Decisions cited by Judge Weinstein do not support the proposition that clearly recognizable separate wrongs may somehow or other be amalgamated for statute of limitations purposes into a single transaction by giving them the label of a “civil rights claim.” Kirkland v. City of Buffalo Board of Education, 622 F.2d 1066, 1068 (2d Cir. 1980), has nothing to do with any statutory time-bar. It held that an employee was not required to obtain more than one “right to sue” letter with respect to an alleged discriminatory refusal to hire in order to sue under Title VII of the Civil Rights Act of 1964, 42 U.S.C. §§ 2000e, et seq. Mitchell v. United Parcel Service Inc., 624 F.2d 394, 397 (2d Cir. March 3, 1980), held that since the claim there was based upon breach of a collective bargaining agreement, it was governed by New York’s six-year statutory time-bar applicable to suits for breach of contract rather than the 90-day period prescribed for suits to vacate an arbitration award. In the present case Singleton does not question the applicability of the three-year period fixed by § 214(2); the issue is when the claim accrued. In Smith v. Cremins, 308 F.2d 187 (9th Cir. 1962), the court did state that § 1983 created rights which may differ from common law torts but the acts complained of there (assault, detention, conversion) all were committed within a period of 10 minutes, unlike the present case where the alleged malicious prosecution did not occur until months after the time-barred alleged assault and false imprisonment. Moreover, considerable doubt is cast upon Mitchell by more recent decisions of the Supreme Court directing us to apply the state statute of limitations that would govern an analogous state action.
. For instance, despite the fact that one who is adjudicated a juvenile delinquent has been found guilty of committing the criminal act of which he was accused, New York, in order to avoid the offender’s being handicapped by the adjudication, takes strong measures to protect him from the consequences. Section 782 of the N.Y.Family Court Act provides that:
“No adjudication under this article shall operate as a forfeiture of any right or privilege or disqualify any person from subsequently holding public office or receiving any license granted by public authority.”
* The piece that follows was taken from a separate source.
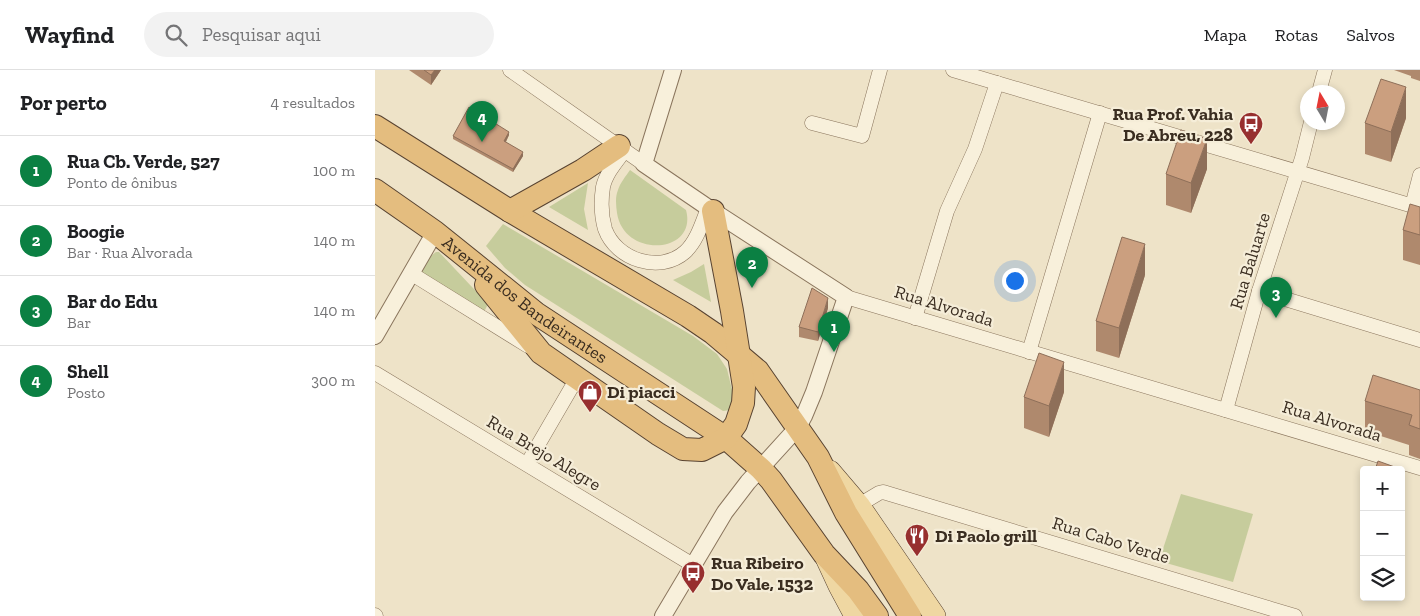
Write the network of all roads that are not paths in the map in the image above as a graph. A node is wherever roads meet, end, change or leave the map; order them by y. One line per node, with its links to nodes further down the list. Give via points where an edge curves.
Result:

Section 783 provides that:
“Neither the fact that a person was before the family court under this article for a hearing nor any confession, admission or statement made by him to the court or to any officer therefor in any stage of the proceeding is admissible as evidence against him or his interests in any other court.”
Police records generated in juvenile proceedings are segregated from those involving the arrests of adults, id. at § 784, and all fingerprints and photographs generated pursuant to juvenile delinquency adjudications must be destroyed by the police department when and if the individual reaches the age of 21 without having suffered any criminal convictions. Id. at § 753-b(4).
Congress has enacted similar laws with respect to federal youthful offenders. See, e. g., 18 U.S.C. § 5021 automatically setting aside youthful offender convictions upon certain conditions.